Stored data
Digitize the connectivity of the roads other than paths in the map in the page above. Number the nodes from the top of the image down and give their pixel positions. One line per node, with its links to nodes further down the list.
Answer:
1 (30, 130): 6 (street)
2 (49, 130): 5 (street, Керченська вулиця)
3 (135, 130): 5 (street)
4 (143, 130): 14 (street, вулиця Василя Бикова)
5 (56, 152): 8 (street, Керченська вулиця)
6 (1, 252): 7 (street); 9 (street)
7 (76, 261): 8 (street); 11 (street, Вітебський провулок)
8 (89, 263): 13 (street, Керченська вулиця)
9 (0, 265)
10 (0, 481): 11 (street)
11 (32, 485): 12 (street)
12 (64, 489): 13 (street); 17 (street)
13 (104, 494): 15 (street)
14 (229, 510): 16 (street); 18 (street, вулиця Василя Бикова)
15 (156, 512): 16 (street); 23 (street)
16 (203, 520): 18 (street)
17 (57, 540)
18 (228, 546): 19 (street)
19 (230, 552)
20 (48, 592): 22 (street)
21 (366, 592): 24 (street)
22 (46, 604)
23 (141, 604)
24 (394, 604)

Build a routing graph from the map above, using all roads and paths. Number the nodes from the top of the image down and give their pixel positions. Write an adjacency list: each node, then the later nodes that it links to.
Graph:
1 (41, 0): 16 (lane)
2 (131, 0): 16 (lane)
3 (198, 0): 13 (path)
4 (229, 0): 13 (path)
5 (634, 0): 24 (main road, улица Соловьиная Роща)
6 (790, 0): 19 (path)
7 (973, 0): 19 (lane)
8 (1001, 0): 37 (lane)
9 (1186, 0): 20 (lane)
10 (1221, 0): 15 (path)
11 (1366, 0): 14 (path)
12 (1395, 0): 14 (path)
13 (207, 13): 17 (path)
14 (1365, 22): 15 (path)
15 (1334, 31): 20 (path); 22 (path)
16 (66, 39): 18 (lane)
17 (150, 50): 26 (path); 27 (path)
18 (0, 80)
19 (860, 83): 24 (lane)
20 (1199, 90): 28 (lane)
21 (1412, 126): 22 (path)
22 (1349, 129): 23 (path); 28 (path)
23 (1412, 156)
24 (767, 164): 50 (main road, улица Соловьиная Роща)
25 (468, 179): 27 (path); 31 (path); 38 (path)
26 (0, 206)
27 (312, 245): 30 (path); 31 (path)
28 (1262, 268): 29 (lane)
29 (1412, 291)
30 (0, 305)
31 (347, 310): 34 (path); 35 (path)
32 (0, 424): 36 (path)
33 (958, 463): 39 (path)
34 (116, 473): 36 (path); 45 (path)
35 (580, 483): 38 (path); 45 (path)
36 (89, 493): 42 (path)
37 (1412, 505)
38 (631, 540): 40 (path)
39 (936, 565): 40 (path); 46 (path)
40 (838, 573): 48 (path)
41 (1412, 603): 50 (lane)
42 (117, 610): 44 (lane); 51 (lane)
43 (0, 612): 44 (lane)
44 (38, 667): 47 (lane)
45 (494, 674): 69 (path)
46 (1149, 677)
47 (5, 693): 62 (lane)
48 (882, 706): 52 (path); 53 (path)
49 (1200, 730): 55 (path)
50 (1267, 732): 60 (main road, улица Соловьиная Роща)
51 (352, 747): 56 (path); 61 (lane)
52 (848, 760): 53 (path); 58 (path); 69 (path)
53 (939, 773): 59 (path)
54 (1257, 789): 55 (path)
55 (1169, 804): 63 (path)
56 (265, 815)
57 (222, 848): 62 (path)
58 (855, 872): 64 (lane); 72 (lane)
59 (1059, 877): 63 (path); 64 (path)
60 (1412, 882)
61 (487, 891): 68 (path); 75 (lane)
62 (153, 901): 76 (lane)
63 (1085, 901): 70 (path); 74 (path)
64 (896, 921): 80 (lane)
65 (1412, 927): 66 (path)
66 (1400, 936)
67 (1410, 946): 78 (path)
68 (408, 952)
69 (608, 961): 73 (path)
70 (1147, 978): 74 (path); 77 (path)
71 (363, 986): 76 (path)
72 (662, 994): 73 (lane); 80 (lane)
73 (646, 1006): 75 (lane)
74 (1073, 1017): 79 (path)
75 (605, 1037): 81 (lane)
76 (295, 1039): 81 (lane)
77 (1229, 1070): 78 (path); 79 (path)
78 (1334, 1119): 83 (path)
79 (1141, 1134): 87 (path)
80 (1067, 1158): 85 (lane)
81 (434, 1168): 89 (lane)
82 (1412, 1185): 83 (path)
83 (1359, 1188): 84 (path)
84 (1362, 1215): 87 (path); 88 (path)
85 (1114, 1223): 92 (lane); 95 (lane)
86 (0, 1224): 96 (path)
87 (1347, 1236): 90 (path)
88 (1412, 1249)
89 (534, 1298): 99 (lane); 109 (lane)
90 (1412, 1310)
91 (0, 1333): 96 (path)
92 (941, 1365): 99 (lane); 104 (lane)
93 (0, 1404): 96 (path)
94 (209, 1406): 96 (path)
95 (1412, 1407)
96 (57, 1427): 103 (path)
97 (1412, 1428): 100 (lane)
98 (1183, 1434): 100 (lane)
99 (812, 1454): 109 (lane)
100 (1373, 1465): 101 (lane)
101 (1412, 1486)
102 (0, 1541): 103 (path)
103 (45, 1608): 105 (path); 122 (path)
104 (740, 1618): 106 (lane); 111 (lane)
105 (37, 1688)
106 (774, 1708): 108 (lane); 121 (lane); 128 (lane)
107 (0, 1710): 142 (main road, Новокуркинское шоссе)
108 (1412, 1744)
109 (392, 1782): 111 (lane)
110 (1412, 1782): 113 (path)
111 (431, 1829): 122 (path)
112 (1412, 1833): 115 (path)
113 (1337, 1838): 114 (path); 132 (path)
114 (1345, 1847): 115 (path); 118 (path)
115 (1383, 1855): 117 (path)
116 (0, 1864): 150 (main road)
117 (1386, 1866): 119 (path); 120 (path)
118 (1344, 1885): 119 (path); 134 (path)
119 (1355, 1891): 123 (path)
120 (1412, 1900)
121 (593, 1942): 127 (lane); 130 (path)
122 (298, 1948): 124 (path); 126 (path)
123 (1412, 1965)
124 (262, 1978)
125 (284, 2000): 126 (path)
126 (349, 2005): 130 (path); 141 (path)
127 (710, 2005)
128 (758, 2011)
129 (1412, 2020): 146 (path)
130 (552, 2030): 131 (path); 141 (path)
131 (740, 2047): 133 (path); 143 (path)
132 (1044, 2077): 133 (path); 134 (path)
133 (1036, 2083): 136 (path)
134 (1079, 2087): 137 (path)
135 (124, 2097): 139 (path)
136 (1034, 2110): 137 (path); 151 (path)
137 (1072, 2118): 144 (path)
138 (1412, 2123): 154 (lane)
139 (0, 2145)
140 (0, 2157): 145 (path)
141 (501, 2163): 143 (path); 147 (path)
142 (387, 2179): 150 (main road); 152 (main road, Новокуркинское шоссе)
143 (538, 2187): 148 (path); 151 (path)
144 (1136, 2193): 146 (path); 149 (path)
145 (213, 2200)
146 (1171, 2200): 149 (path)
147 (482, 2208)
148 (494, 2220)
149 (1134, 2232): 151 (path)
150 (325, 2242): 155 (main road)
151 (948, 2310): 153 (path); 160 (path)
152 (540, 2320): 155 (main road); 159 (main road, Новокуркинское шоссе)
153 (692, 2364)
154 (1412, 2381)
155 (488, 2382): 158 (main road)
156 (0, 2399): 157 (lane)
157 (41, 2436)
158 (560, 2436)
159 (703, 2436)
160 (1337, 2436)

ABOUT THIS EXERCISE
This task calls for every entry above to be transcribed exactly.

ANSWER SPACE
Digitize the connectivity of the roads other than paths in the map in the page above. Number the nodes from the top of the image down and give their pixel positions. One line per node, with its links to nodes further down the list.
Answer:
1 (30, 130): 6 (street)
2 (49, 130): 5 (street, Керченська вулиця)
3 (135, 130): 5 (street)
4 (143, 130): 14 (street, вулиця Василя Бикова)
5 (56, 152): 8 (street, Керченська вулиця)
6 (1, 252): 7 (street); 9 (street)
7 (76, 261): 8 (street); 11 (street, Вітебський провулок)
8 (89, 263): 13 (street, Керченська вулиця)
9 (0, 265)
10 (0, 481): 11 (street)
11 (32, 485): 12 (street)
12 (64, 489): 13 (street); 17 (street)
13 (104, 494): 15 (street)
14 (229, 510): 16 (street); 18 (street, вулиця Василя Бикова)
15 (156, 512): 16 (street); 23 (street)
16 (203, 520): 18 (street)
17 (57, 540)
18 (228, 546): 19 (street)
19 (230, 552)
20 (48, 592): 22 (street)
21 (366, 592): 24 (street)
22 (46, 604)
23 (141, 604)
24 (394, 604)

Build a routing graph from the map above, using all roads and paths. Number the nodes from the top of the image down and give their pixel positions. Write an adjacency list: each node, then the later nodes that it links to.
Graph:
1 (41, 0): 16 (lane)
2 (131, 0): 16 (lane)
3 (198, 0): 13 (path)
4 (229, 0): 13 (path)
5 (634, 0): 24 (main road, улица Соловьиная Роща)
6 (790, 0): 19 (path)
7 (973, 0): 19 (lane)
8 (1001, 0): 37 (lane)
9 (1186, 0): 20 (lane)
10 (1221, 0): 15 (path)
11 (1366, 0): 14 (path)
12 (1395, 0): 14 (path)
13 (207, 13): 17 (path)
14 (1365, 22): 15 (path)
15 (1334, 31): 20 (path); 22 (path)
16 (66, 39): 18 (lane)
17 (150, 50): 26 (path); 27 (path)
18 (0, 80)
19 (860, 83): 24 (lane)
20 (1199, 90): 28 (lane)
21 (1412, 126): 22 (path)
22 (1349, 129): 23 (path); 28 (path)
23 (1412, 156)
24 (767, 164): 50 (main road, улица Соловьиная Роща)
25 (468, 179): 27 (path); 31 (path); 38 (path)
26 (0, 206)
27 (312, 245): 30 (path); 31 (path)
28 (1262, 268): 29 (lane)
29 (1412, 291)
30 (0, 305)
31 (347, 310): 34 (path); 35 (path)
32 (0, 424): 36 (path)
33 (958, 463): 39 (path)
34 (116, 473): 36 (path); 45 (path)
35 (580, 483): 38 (path); 45 (path)
36 (89, 493): 42 (path)
37 (1412, 505)
38 (631, 540): 40 (path)
39 (936, 565): 40 (path); 46 (path)
40 (838, 573): 48 (path)
41 (1412, 603): 50 (lane)
42 (117, 610): 44 (lane); 51 (lane)
43 (0, 612): 44 (lane)
44 (38, 667): 47 (lane)
45 (494, 674): 69 (path)
46 (1149, 677)
47 (5, 693): 62 (lane)
48 (882, 706): 52 (path); 53 (path)
49 (1200, 730): 55 (path)
50 (1267, 732): 60 (main road, улица Соловьиная Роща)
51 (352, 747): 56 (path); 61 (lane)
52 (848, 760): 53 (path); 58 (path); 69 (path)
53 (939, 773): 59 (path)
54 (1257, 789): 55 (path)
55 (1169, 804): 63 (path)
56 (265, 815)
57 (222, 848): 62 (path)
58 (855, 872): 64 (lane); 72 (lane)
59 (1059, 877): 63 (path); 64 (path)
60 (1412, 882)
61 (487, 891): 68 (path); 75 (lane)
62 (153, 901): 76 (lane)
63 (1085, 901): 70 (path); 74 (path)
64 (896, 921): 80 (lane)
65 (1412, 927): 66 (path)
66 (1400, 936)
67 (1410, 946): 78 (path)
68 (408, 952)
69 (608, 961): 73 (path)
70 (1147, 978): 74 (path); 77 (path)
71 (363, 986): 76 (path)
72 (662, 994): 73 (lane); 80 (lane)
73 (646, 1006): 75 (lane)
74 (1073, 1017): 79 (path)
75 (605, 1037): 81 (lane)
76 (295, 1039): 81 (lane)
77 (1229, 1070): 78 (path); 79 (path)
78 (1334, 1119): 83 (path)
79 (1141, 1134): 87 (path)
80 (1067, 1158): 85 (lane)
81 (434, 1168): 89 (lane)
82 (1412, 1185): 83 (path)
83 (1359, 1188): 84 (path)
84 (1362, 1215): 87 (path); 88 (path)
85 (1114, 1223): 92 (lane); 95 (lane)
86 (0, 1224): 96 (path)
87 (1347, 1236): 90 (path)
88 (1412, 1249)
89 (534, 1298): 99 (lane); 109 (lane)
90 (1412, 1310)
91 (0, 1333): 96 (path)
92 (941, 1365): 99 (lane); 104 (lane)
93 (0, 1404): 96 (path)
94 (209, 1406): 96 (path)
95 (1412, 1407)
96 (57, 1427): 103 (path)
97 (1412, 1428): 100 (lane)
98 (1183, 1434): 100 (lane)
99 (812, 1454): 109 (lane)
100 (1373, 1465): 101 (lane)
101 (1412, 1486)
102 (0, 1541): 103 (path)
103 (45, 1608): 105 (path); 122 (path)
104 (740, 1618): 106 (lane); 111 (lane)
105 (37, 1688)
106 (774, 1708): 108 (lane); 121 (lane); 128 (lane)
107 (0, 1710): 142 (main road, Новокуркинское шоссе)
108 (1412, 1744)
109 (392, 1782): 111 (lane)
110 (1412, 1782): 113 (path)
111 (431, 1829): 122 (path)
112 (1412, 1833): 115 (path)
113 (1337, 1838): 114 (path); 132 (path)
114 (1345, 1847): 115 (path); 118 (path)
115 (1383, 1855): 117 (path)
116 (0, 1864): 150 (main road)
117 (1386, 1866): 119 (path); 120 (path)
118 (1344, 1885): 119 (path); 134 (path)
119 (1355, 1891): 123 (path)
120 (1412, 1900)
121 (593, 1942): 127 (lane); 130 (path)
122 (298, 1948): 124 (path); 126 (path)
123 (1412, 1965)
124 (262, 1978)
125 (284, 2000): 126 (path)
126 (349, 2005): 130 (path); 141 (path)
127 (710, 2005)
128 (758, 2011)
129 (1412, 2020): 146 (path)
130 (552, 2030): 131 (path); 141 (path)
131 (740, 2047): 133 (path); 143 (path)
132 (1044, 2077): 133 (path); 134 (path)
133 (1036, 2083): 136 (path)
134 (1079, 2087): 137 (path)
135 (124, 2097): 139 (path)
136 (1034, 2110): 137 (path); 151 (path)
137 (1072, 2118): 144 (path)
138 (1412, 2123): 154 (lane)
139 (0, 2145)
140 (0, 2157): 145 (path)
141 (501, 2163): 143 (path); 147 (path)
142 (387, 2179): 150 (main road); 152 (main road, Новокуркинское шоссе)
143 (538, 2187): 148 (path); 151 (path)
144 (1136, 2193): 146 (path); 149 (path)
145 (213, 2200)
146 (1171, 2200): 149 (path)
147 (482, 2208)
148 (494, 2220)
149 (1134, 2232): 151 (path)
150 (325, 2242): 155 (main road)
151 (948, 2310): 153 (path); 160 (path)
152 (540, 2320): 155 (main road); 159 (main road, Новокуркинское шоссе)
153 (692, 2364)
154 (1412, 2381)
155 (488, 2382): 158 (main road)
156 (0, 2399): 157 (lane)
157 (41, 2436)
158 (560, 2436)
159 (703, 2436)
160 (1337, 2436)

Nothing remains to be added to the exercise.